Cloud computing is one of today's hottest IT trends, because it's all about saving money and simplifying the lives of users. In cloud computing, large pools of computer systems share an IT infrastructure, enabling products, services and solutions to be accessed and consumed in real-time over the Internet, typically via a subscription model.
The Cloud Computing Landscape
Cloud computing made it onto Gartner's Hype Cycle Special Report for 2009. The research firm has pointed out that companies are still very interested in learning more about how to consume IT services in the most cost-effective way.
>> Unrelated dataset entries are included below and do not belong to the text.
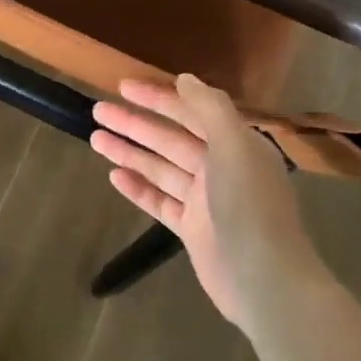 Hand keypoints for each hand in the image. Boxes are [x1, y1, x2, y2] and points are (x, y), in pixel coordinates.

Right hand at [91, 74, 322, 332]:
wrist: (264, 281)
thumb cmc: (249, 207)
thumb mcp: (234, 147)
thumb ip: (210, 109)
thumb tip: (185, 79)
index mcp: (235, 145)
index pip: (191, 112)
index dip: (158, 98)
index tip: (123, 87)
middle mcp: (220, 168)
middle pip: (170, 139)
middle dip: (134, 124)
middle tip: (97, 110)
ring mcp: (205, 201)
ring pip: (160, 168)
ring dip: (129, 152)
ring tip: (95, 138)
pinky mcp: (192, 229)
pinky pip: (159, 200)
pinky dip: (138, 188)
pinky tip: (114, 176) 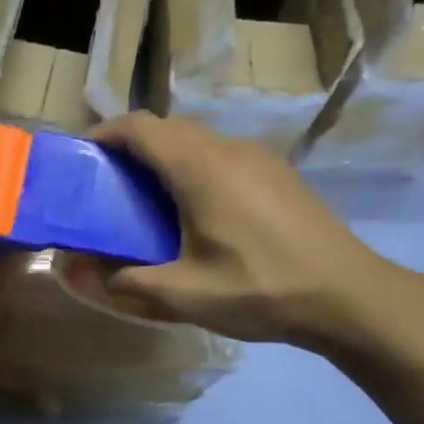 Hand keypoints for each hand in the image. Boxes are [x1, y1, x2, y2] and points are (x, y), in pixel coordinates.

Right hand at [90, 113, 414, 353]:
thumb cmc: (260, 290)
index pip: (140, 127)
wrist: (348, 296)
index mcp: (200, 168)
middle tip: (109, 184)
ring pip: (199, 139)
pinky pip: (223, 155)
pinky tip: (198, 210)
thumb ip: (124, 280)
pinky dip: (195, 166)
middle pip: (168, 127)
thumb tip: (76, 270)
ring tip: (148, 198)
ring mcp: (259, 158)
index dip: (106, 134)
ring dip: (166, 155)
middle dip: (132, 145)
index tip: (83, 156)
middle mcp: (228, 150)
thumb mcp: (183, 294)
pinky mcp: (279, 174) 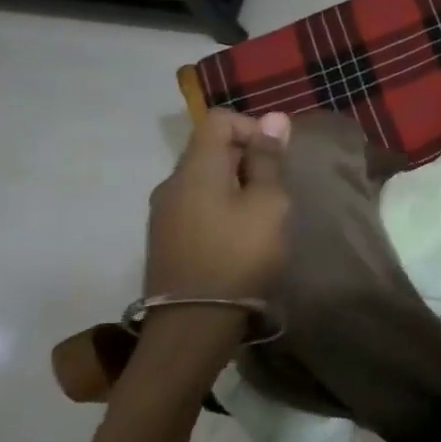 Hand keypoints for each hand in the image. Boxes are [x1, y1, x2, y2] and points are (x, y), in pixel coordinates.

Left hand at [144, 109, 291, 303]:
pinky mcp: (166, 238)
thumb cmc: (240, 254)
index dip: (252, 128)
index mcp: (196, 168)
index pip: (219, 120)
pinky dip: (220, 206)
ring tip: (261, 215)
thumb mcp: (268, 203)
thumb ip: (269, 160)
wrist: (194, 324)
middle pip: (210, 148)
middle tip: (275, 190)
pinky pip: (196, 204)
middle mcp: (172, 183)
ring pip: (204, 179)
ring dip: (235, 185)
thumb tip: (274, 118)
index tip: (276, 159)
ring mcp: (164, 212)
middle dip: (247, 158)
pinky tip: (239, 235) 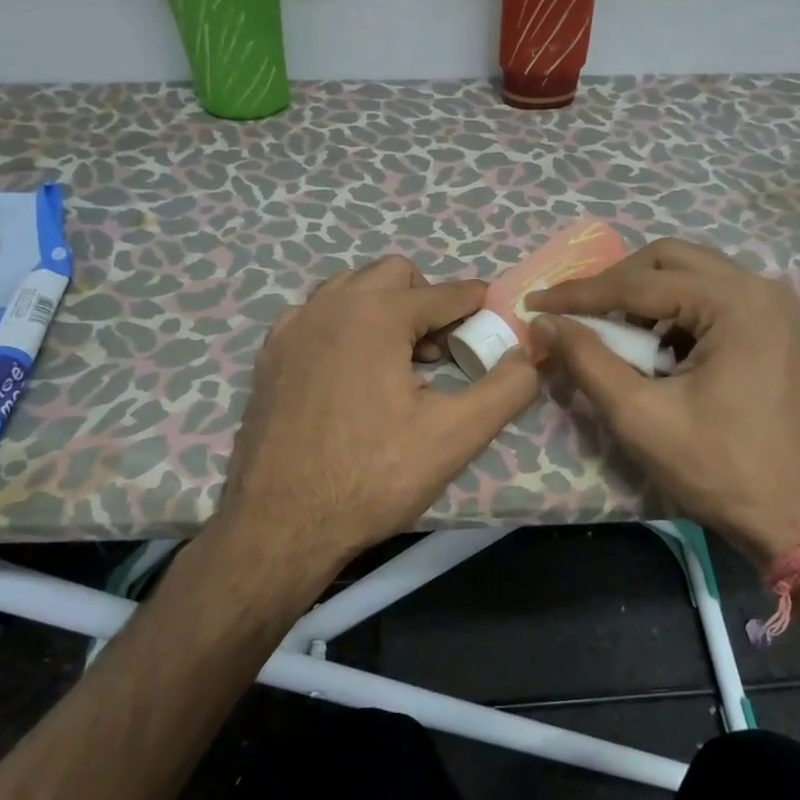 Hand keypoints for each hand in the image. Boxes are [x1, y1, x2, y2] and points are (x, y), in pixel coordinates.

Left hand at [215, 256, 538, 586]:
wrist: (280, 524)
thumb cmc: (372, 476)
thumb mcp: (456, 435)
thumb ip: (507, 387)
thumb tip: (529, 355)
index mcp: (376, 313)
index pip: (445, 292)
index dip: (477, 306)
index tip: (492, 324)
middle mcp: (329, 305)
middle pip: (394, 274)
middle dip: (426, 301)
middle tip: (440, 352)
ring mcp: (293, 327)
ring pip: (350, 289)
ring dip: (384, 309)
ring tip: (398, 363)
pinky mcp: (270, 355)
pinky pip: (317, 316)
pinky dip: (344, 328)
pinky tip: (351, 376)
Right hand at [530, 239, 799, 567]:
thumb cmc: (721, 470)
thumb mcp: (641, 416)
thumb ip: (588, 361)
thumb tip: (545, 322)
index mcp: (734, 302)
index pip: (637, 283)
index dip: (579, 293)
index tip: (534, 303)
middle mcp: (759, 288)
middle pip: (668, 261)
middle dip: (614, 284)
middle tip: (576, 315)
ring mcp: (774, 308)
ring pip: (691, 276)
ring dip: (644, 298)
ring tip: (612, 337)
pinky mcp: (776, 330)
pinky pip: (712, 300)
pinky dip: (674, 314)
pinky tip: (655, 351) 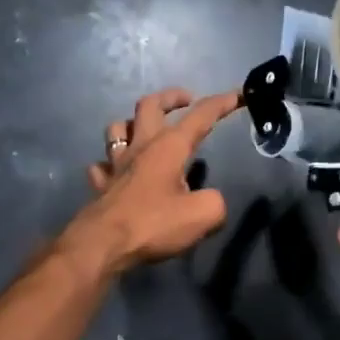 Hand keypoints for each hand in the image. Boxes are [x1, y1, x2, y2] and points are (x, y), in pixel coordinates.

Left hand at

One of the solutions they are looking into is how to access services such as computational power, storage and business applications from the cloud instead of from equipment located onsite.
While all kinds of vendors, from Microsoft to Google to Salesforce.com, have been putting a lot of effort into explaining their own unique take on cloud computing and their strategies for moving forward with this technology, Gartner has pointed out that cloud computing is an evolving concept which will likely take several years to mature.
Is Cloud Computing Good or Bad for the IT Job Market?
Cloud computing will probably be a good thing for IT job growth overall, but there will be some growing pains. The ability to streamline and cut costs through virtualization, automation and simplification of software setup usually means IT departments can do more with less in certain areas, but it also means that funds can be freed up and can potentially be reallocated to other areas of IT where more personnel are needed.
In addition, if more companies are taking advantage of cloud computing, the vendors that provide these services and related infrastructure are going to have to grow to keep up with the demand. A quick search on a job site like Indeed.com will demonstrate that several IT vendors are interested in ramping up their cloud computing efforts, and are hiring accordingly.
But if you're a veteran systems administrator looking to make a career change, don't expect to move into a cloud computing job if you haven't been keeping your skills fresh. You're going to have a lot of competition from new university grads who will be very well-versed in the Internet and the on-demand model.
Some employers will want you to have exposure to or experience working with the technologies of one of the four big cloud computing companies: Amazon, Google, Microsoft or Salesforce.com, and/or experience working with virtualization technologies such as that of VMWare.
Other requirements may include:
- BA/BS degree in engineering, computer science or related field;
- network and security architecture experience;
- experience with a cloud migration, data center migration, or server consolidation project;
- Knowledge of and experience with technologies such as Java, Web services, SOAP and Ajax;
- communication, teamwork and problem-solving skills.